Everybody’s been there before. After a long day of classes and organizational meetings, all you want to do is go home and unwind. So, you make it past all the hills, humps, and stairways that make this campus beautiful, to the practically deserted parking garage.

You head up the three flights of stairs, see your car and your heart gets lighter because you know you’re that much closer to getting home. You get inside the car, breathe a sigh of relief and crank it up. All that’s left to do is drive out of the garage.

Yet, when you head down to the second level of the parking garage, you realize that getting out is going to be a little bit more difficult considering the human road block consisting of extraordinary hairdos, hard bottom shoes and one-and-a-half turns. What could this mass of perfect mockery be?

It’s a modeling troupe.

They have a boombox on the ground, blaring whatever’s hitting hard on the airways, while they line up to strut a catwalk that served as a parking lot for most of the day.

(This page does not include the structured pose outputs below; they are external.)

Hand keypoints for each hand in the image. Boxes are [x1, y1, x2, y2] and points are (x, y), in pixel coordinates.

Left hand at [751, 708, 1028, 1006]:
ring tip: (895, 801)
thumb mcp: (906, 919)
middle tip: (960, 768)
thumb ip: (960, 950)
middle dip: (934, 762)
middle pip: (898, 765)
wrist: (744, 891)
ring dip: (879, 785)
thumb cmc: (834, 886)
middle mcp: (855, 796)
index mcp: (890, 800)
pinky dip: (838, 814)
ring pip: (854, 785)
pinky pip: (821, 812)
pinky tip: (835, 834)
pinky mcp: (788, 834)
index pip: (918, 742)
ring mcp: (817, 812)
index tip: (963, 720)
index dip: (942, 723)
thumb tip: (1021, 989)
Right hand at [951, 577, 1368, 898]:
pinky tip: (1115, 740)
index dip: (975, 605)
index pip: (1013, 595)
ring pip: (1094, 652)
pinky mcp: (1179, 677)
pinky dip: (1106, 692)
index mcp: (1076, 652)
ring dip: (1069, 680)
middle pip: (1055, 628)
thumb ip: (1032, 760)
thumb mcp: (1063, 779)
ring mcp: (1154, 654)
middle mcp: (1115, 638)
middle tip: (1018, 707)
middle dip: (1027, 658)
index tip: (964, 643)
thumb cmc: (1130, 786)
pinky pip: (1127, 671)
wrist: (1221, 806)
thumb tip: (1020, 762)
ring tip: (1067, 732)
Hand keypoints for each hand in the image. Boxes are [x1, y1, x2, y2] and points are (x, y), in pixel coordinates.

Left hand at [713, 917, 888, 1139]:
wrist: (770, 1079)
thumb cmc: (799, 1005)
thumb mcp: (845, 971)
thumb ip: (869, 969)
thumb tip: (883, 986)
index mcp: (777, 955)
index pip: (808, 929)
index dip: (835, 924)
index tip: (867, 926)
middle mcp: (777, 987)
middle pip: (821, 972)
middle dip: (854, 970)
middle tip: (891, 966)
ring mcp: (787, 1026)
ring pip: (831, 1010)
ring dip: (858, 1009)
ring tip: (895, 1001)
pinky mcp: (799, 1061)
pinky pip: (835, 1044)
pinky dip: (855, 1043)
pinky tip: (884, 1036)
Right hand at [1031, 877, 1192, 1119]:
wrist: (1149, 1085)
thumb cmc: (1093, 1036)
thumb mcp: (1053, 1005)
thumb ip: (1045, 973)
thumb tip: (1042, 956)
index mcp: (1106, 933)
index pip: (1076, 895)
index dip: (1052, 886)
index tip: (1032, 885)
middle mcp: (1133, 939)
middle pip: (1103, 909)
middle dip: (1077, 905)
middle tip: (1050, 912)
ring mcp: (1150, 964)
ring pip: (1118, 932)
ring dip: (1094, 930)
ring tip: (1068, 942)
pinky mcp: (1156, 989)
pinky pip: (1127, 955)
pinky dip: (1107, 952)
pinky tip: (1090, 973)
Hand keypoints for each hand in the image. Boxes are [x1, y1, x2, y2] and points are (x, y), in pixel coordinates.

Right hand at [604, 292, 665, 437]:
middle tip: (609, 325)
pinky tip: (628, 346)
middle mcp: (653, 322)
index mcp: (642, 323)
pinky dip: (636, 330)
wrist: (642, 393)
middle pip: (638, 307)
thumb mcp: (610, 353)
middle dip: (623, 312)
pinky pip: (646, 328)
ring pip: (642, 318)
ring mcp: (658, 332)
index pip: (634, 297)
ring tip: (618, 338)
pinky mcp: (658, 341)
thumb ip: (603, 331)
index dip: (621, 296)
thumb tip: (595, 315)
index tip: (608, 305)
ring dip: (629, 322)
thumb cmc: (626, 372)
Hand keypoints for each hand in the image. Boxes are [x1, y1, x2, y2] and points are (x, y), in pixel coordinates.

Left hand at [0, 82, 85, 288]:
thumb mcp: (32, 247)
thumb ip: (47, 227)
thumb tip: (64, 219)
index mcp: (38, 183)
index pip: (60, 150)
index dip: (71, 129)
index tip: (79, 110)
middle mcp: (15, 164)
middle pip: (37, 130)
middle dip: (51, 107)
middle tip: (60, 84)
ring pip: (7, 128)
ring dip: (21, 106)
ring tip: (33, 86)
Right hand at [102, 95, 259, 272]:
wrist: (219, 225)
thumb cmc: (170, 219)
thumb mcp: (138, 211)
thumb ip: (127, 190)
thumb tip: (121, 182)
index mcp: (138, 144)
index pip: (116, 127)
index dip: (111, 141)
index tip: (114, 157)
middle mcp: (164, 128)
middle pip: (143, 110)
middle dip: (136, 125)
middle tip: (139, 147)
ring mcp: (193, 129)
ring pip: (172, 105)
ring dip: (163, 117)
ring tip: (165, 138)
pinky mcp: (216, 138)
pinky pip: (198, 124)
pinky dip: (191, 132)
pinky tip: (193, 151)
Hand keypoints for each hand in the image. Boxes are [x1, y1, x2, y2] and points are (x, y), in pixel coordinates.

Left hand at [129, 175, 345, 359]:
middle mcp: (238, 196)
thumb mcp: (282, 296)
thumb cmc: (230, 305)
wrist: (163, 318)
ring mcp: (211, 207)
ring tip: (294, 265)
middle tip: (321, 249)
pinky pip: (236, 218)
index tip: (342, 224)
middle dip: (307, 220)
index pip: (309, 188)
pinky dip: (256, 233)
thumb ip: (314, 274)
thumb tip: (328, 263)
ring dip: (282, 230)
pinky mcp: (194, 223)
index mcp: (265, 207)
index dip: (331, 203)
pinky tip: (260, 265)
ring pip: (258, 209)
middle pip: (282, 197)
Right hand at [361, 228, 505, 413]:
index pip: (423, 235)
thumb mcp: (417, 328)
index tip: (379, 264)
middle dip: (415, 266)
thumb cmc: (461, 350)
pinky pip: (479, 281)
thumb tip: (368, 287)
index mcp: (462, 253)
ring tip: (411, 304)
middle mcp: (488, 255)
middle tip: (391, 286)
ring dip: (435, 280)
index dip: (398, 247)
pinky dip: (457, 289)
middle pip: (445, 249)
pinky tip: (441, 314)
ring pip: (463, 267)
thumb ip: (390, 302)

The women sashay seductively, cutting their eyes at an imaginary audience and men spin in their square-toes, popping their collars and locking their jaws in their best Tyson Beckford impersonations. They’re working so hard … they’re so in tune … and in the way.

They see you sitting there, bright lights on, tired and ready to go home. Yet, not one makes an attempt to move. No. They continue their parade of spins and twirls, possibly excited to have an audience for their unrestricted vanity, but more than likely taunting you-daring you to drive through.

It’s a problem that many students face during peak modeling season (i.e. pre-homecoming) and a problem that is highly annoying among the students who spend late nights studying or working at school.

To all models out there-you are practicing in a one way parking garage. People who park there have to retrieve their cars at the end of the day.

The idea of going the opposite way out of the garage is possible, but taxing. Aside from putting motorists in danger of a ticket, it’s too much to ask. Of course modeling troupes have to practice, but does it have to impede on other students space?

It’s a parking garage, a structure which is used for…wait for it…parking. Save the modeling for runways and flashing lights of Tokyo, London, Paris or New York. Better yet, just save it for Lee hall and let the rest of us drive home.